But consult someone smarter than me before you do anything like this. I don't want to be responsible for your house falling down.

Reply to
Pat

Hi Jeff,

I think the stuff about bringing it "up to code" is nonsense, in this case. This isn't a new house, this isn't new construction, addition, etc.. I'd be surprised if there even was a "code" to speak of in this case, which means that whatever your building inspector says is okay, is okay, and anything else isn't. If you involve your building inspector, that is.

If this has been 30+ years, with little to no movement in that earth, I think starting in on a massive excavation and foundation job would not be called for.

First, do you know how thick the wall is at that point? It could be a simple 8" thick wall that ends abruptly. Or it could have a thickened half-footer edge (i.e., a footer but only on the outside of the wall, so not visible from inside).

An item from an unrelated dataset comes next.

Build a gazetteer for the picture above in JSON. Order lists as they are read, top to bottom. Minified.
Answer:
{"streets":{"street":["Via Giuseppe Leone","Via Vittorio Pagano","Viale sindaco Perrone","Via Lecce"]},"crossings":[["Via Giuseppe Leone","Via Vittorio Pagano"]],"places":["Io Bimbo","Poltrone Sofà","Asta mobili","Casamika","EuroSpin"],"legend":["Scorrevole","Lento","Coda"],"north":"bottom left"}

Your idea of just adding some concrete at the corner of the wall and floor is done pretty often around here, as far as I can tell. We had an offer to do our garage basement this way (but we didn't end up doing that). It would be much cheaper than any alternative, and likely work just fine -- get some more opinions from foundation and concrete workers. It involves first drilling into the floor and bottom of the wall, and inserting rebar pegs. Then you build a small set of forms, and pour a beam (maybe 1 foot high by 1 foot thick) around the edge. The rebar pegs help bond it to the wall and floor. The purpose is to take some load off the soil under the wall (via the rebar pegs, transfering load to the 1 foot wide new concrete base), and to keep that soil from moving. With a concrete pump, a team of workers could have this done in a few days.

-Kevin

Reply to
kevin

The building has been this way for 50 years. what problem are you trying to fix? is it settling? why would it start in the next 50 years? you can't bring the building up to code (lack of footings is just one item in a long list). besides, even if you did, your return at resale time would be pennies on the dollar.

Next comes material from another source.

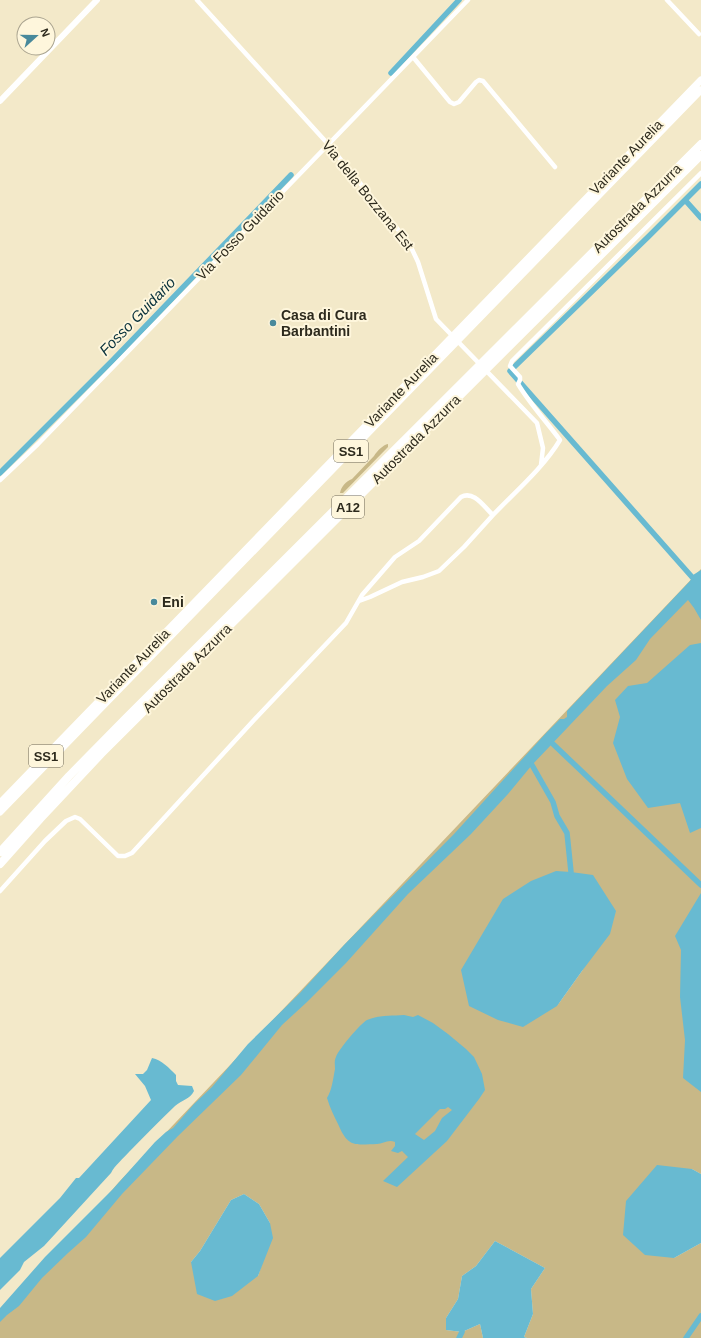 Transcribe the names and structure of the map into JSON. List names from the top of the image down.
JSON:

if it was mine, i'd stand up a form board and cover the exposed sand with some concrete. provided the foundation is relatively plumb, level, and square and not moving, spend your money on windows, insulation, siding, kitchens, baths. might as well flush some money down the toilet as retrofitting footings on a perfectly good foundation.

Reply to
marson

If it hasn't moved in 30 years, the chances are it's not going to, at least until the next earthquake, flood, If you WANT to fix it, there is a range of choices, trading off how much space in the basement you're willing to give up, how much money you're willing to spend, how much time and effort you're willing to put in, and whether you want to involve your local authorities and/or contracters.

If you trench just a few inches into the slab, and pour a knee-wall up against the base of the existing wall, you only have to make the knee-wall in a way that will keep it from rolling. THat will be structurally sufficient until and unless the soil outside the wall actually liquifies, which is unlikely. It won't be waterproof, though.

Failing that you could use timber jacks to take the weight off the house, drive pilings sideways into the dirt under the existing wall, and excavate 2' to 4' sections and pour footings under them. (In that scenario, you'd use expanding concrete) How big a chunk you do at once in that case depends on how big a hole you think the wall will span without support while you're working. I don't think I'd be willing to try that with a rubble wall, but from the picture, you've got monolithic concrete, right?

This latter is essentially the same thing you'd do if you were trying to put a window in, but you're putting them is really low, and filling them with concrete afterwards.

--Goedjn

Reply to
Goedjn

Thank you for all your opinions. They really helped me make up my mind.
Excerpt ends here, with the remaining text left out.